The goal of design is to map the requirements of the application to a hardware and software environment. The result of process-oriented analysis – data flow diagrams, data dictionary entities, and so on – is translated into detailed specifications for hardware and software. The main output of process-oriented design includes structure charts, physical databases, and program specifications.
In this chapter, you will learn about the concepts and terminologies for process-oriented design and the steps of process-oriented design, including transaction analysis, transform analysis, and structure charts, as well as physical database design, program packages, and program design. You will also learn about the strengths and weaknesses of process-oriented design.
6. Strengths and Weaknesses of Process Analysis and Design Methodologies
The objectives of structured analysis and design are reasonably clear; the manner of obtaining the objectives is much less clear. Structured methods rely on the individual SE's expertise to design the technical details of the application.
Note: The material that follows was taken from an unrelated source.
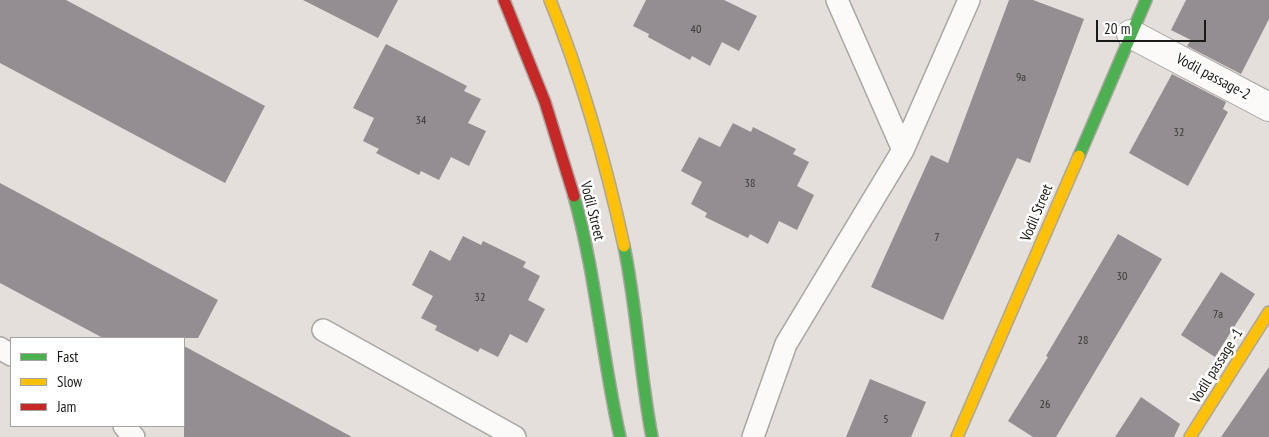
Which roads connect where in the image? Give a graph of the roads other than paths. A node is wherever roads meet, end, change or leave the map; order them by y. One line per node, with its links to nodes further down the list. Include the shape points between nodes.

For implementation specific details, that makes sense, but the heuristics for evaluation cannot be applied in every situation. Consequently, the SE must know what situations apply and don't apply. More than the other methods discussed in this book, you must know when to adhere to, bend, and break the rules of structured methods.
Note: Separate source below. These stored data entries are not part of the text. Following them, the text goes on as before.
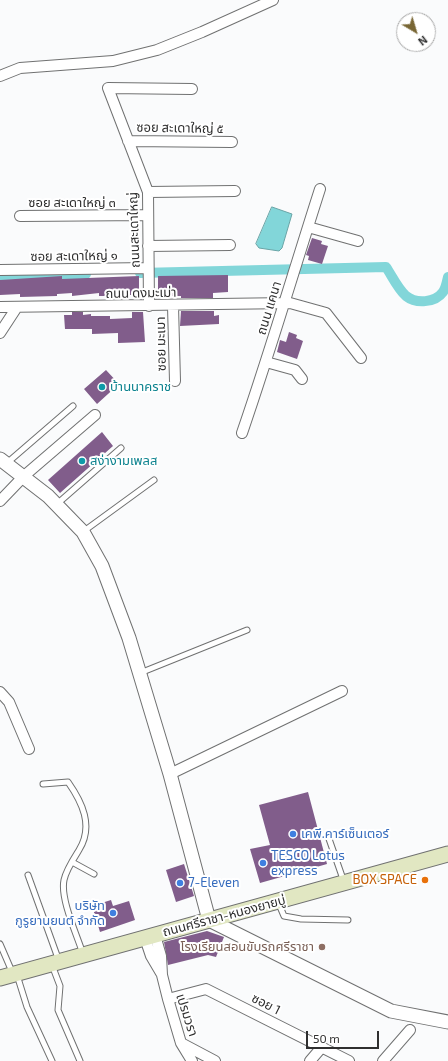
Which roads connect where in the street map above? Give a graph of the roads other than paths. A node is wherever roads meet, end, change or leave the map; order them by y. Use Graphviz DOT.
graph roads {
  1 [pos="273,0"];
  2 [pos="0,76"];
  3 [pos="192,89"];
  4 [pos="128,141"];
  5 [pos="232,142"];
  6 [pos="320,189"];
  7 [pos="235,191"];
  8 [pos="148,192"];
  9 [pos="148,215"];
  10 [pos="20,216"];
  11 [pos="308,227"];
  12 [pos="358,241"];
  13 [pos="230,245"];
  14 [pos="148,246"];
  15 [pos="148,268"];
  16 [pos="0,270"];
  17 [pos="283,303"];
  18 [pos="149,306"];
  19 [pos="173,306"];
  20 [pos="0,307"];
  21 [pos="17,307"];
  22 [pos="0,332"];
  23 [pos="361,358"];
  24 [pos="266,362"];
  25 [pos="302,379"];
  26 [pos="174,381"];
  27 [pos="73,406"];
  28 [pos="95,415"];
  29 [pos="242,433"];
  30 [pos="121,448"];
  31 [pos="3,461"];
  32 [pos="24,476"];
  33 [pos="154,480"];
  34 [pos="0,501"];
  35 [pos="56,504"];
  36 [pos="83,532"];
  37 [pos="247,630"];
  38 [pos="140,673"];
  39 [pos="342,691"];
  40 [pos="0,692"];
  41 [pos="29,749"];
  42 [pos="170,774"];
  43 [pos="44,784"];
  44 [pos="328,836"];
  45 [pos="448,854"];
  46 [pos="72,862"];
  47 [pos="28,874"];
  48 [pos="94,874"];
  49 [pos="344,883"];
  50 [pos="277,901"];
  51 [pos="209,920"];
  52 [pos="348,920"];
  53 [pos="150,936"];
  54 [pos="0,944"];
  55 [pos="84,955"];
  56 [pos="55,963"];
  57 [pos="10,976"];
  58 [pos="168,999"];
  59 [pos="448,1022"];
  60 [pos="410,1030"];
  61 [pos="181,1043"];
  62 [pos="322,1047"];
  63 [pos="52,1061"];
  64 [pos="80,1061"];
  65 [pos="192,1061"];
  66 [pos="215,1061"];
  67 [pos="310,1061"];
  68 [pos="349,1061"];
  69 [pos="383,1061"];
  1 -- 2 [label="street"];
  3 -- 4 [label="street, ถนนสะเดาใหญ่"];
  4 -- 5 [label="street, ซอย สะเดาใหญ่ ๕"];
  4 -- 8 [label="street, ถนนสะเดาใหญ่"];
  6 -- 11 [label="street, ถนน แคนา"];
  7 -- 8 [label="street"];
  8 -- 9 [label="street, ถนนสะเดาใหญ่"];
  9 -- 10 [label="street, ซอย สะเดาใหญ่ ๓"];
  9 -- 14 [label="street, ถนนสะเดาใหญ่"];
  11 -- 12 [label="street"];
  11 -- 17 [label="street, ถนน แคนา"];
  13 -- 14 [label="street"];
  14 -- 15 [label="street, ถนนสะเดาใหญ่"];
  15 -- 16 [label="street, ซอย สะเดาใหญ่ ๑"];
  15 -- 18 [label="street, ถนนสะเดาใหญ่"];
  17 -- 19 [label="street, ถนน ดงมะเม่า"];
  17 -- 23 [label="street, ถนน ดงมะเม่า"];
  17 -- 24 [label="street, ถนน แคนา"];
  18 -- 19 [label="street, ถนน ดงมะเม่า"];
  18 -- 21 [label="street, ถนน ดงมะเม่า"];
  19 -- 26 [label="street, ซอย มะเมา"];
  20 -- 21 [label="street, ถนน ดงมะเม่า"];
  21 -- 22 [label="street"];
  24 -- 25 [label="street"];
  24 -- 29 [label="street, ถนน แคนา"];
  27 -- 31 [label="lane"];
  28 -- 32 [label="street"];
  30 -- 35 [label="lane"];
  31 -- 32 [label="street"];
  32 -- 34 [label="street"];
  32 -- 35 [label="street"];
  33 -- 36 [label="lane"];
  35 -- 36 [label="street"];
  36 -- 38 [label="street"];
  37 -- 38 [label="lane"];
  38 -- 42 [label="street"];
  39 -- 42 [label="street"];
  40 -- 41 [label="street"];
  42 -- 51 [label="street"];
  43 -- 46 [label="lane"];
  44 -- 49 [label="lane"];
  45 -- 49 [label="main road, ถนนศรีราชา-หนองยายบู่"];
  46 -- 48 [label="lane"];
  46 -- 55 [label="lane"];
  47 -- 56 [label="lane"];
  49 -- 50 [label="main road, ถนนศรีราชา-หนองยายบู่"];
  50 -- 51 [label="main road, ถนนศรีราชา-หนองยายบู่"];
  50 -- 52 [label="lane"];
  51 -- 53 [label="main road, ถนนศรีราชา-หนองยายบู่"];
  51 -- 59 [label="street"];
  53 -- 55 [label="main road, ถนนศรีราชา-หนองยายบู่"];
  53 -- 58 [label="street, เปรมวรา"];
  54 -- 57 [label="lane"];
  55 -- 56 [label="main road, ถนนศรีราชา-หนองยายบู่"];
  56 -- 57 [label="main road, ถนนศรีราชา-หนองยายบู่"];
  56 -- 64 [label="lane"];
  57 -- 63 [label="lane"];
  58 -- 61 [label="street, เปรมวรา"];
  58 -- 62 [label="street, ซอย 1"];
  60 -- 69 [label="street"];
  61 -- 65 [label="street, เปรมวรา"];
  61 -- 66 [label="street"];
  62 -- 67 [label="street"];
  62 -- 68 [label="street, ซอย 1"];
}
The methodology's ability to result in minimal coupling and maximal cohesion is low because of its reliance on the SE's ability. If coupling and cohesion are not optimal, maintenance will cost more than it should, and the application will be difficult to test. In 1972, D. Parnas wrote about maximal cohesion and minimal coupling as desirable characteristics of programs. In 1968, Dijkstra wrote about the problems with 'go to' statements in programs and proposed goto-Iess programming. In 1966, Bohm and Jacopini proposed structured programming's minimalist contents as sequence, iteration (e.g., if ... then ... else) and selection (e.g., do while and do until). By the time structured analysis and design were documented in books, the notions of coupling and cohesion were understood fairly well; but how to obtain them was not.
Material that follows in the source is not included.